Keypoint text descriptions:
=== Section Start ===
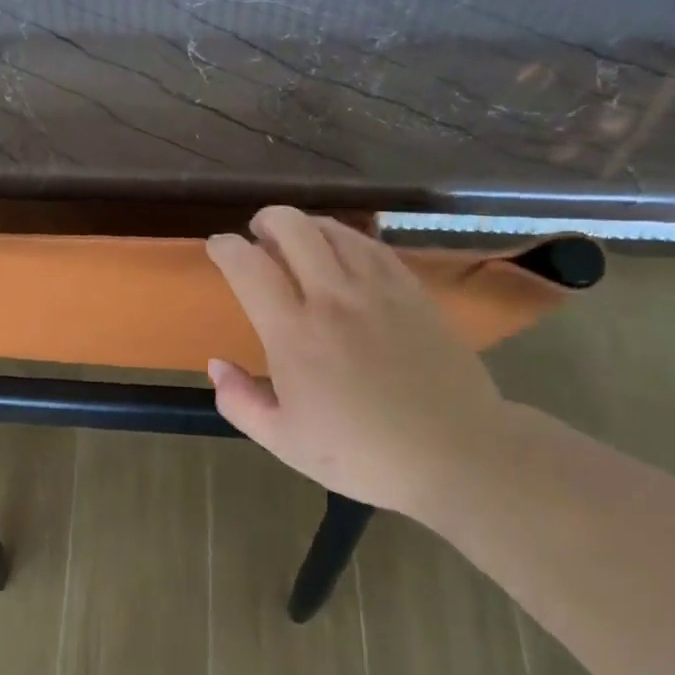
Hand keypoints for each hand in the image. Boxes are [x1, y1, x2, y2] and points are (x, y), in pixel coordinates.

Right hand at [205, 207, 516, 516]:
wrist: (457, 454)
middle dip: (268, 219)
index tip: (218, 247)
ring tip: (298, 238)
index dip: (226, 248)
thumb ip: (240, 401)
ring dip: (307, 225)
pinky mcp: (413, 292)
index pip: (249, 267)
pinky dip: (347, 238)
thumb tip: (216, 365)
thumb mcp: (285, 441)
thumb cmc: (363, 454)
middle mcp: (333, 299)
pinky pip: (373, 246)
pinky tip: (344, 251)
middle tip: (259, 232)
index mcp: (294, 334)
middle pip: (294, 229)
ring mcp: (378, 290)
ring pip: (335, 230)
=== Section End ===
Render the data above verbatim and without pictures.

Hand keypoints for each hand in the image. Boxes are [x1, y1, x2, y2] and points are (x, y), in pixel coordinates.

Right hand at [205, 207, 516, 516]:
wrist: (457, 454)
middle dip: (268, 219)
index tip: (218, 247)
ring tip: (298, 238)
index dip: (226, 248)
thumb ip: (240, 401)
ring dip: (307, 225)
pinky mcp: (413, 292)
index pip: (249, 267)
pinky dip: (347, 238)
thumb tip: (216, 365)
thumb mcp: (285, 441)
thumb cmc: (363, 454)
middle mcp: (333, 299)
pinky pip: (373, 246)
pinky tip: (344, 251)
middle tip: (259, 232)
index mcp: (294, 334)
middle pip: (294, 229)
ring mcp: (378, 290)
ring pip: (335, 230)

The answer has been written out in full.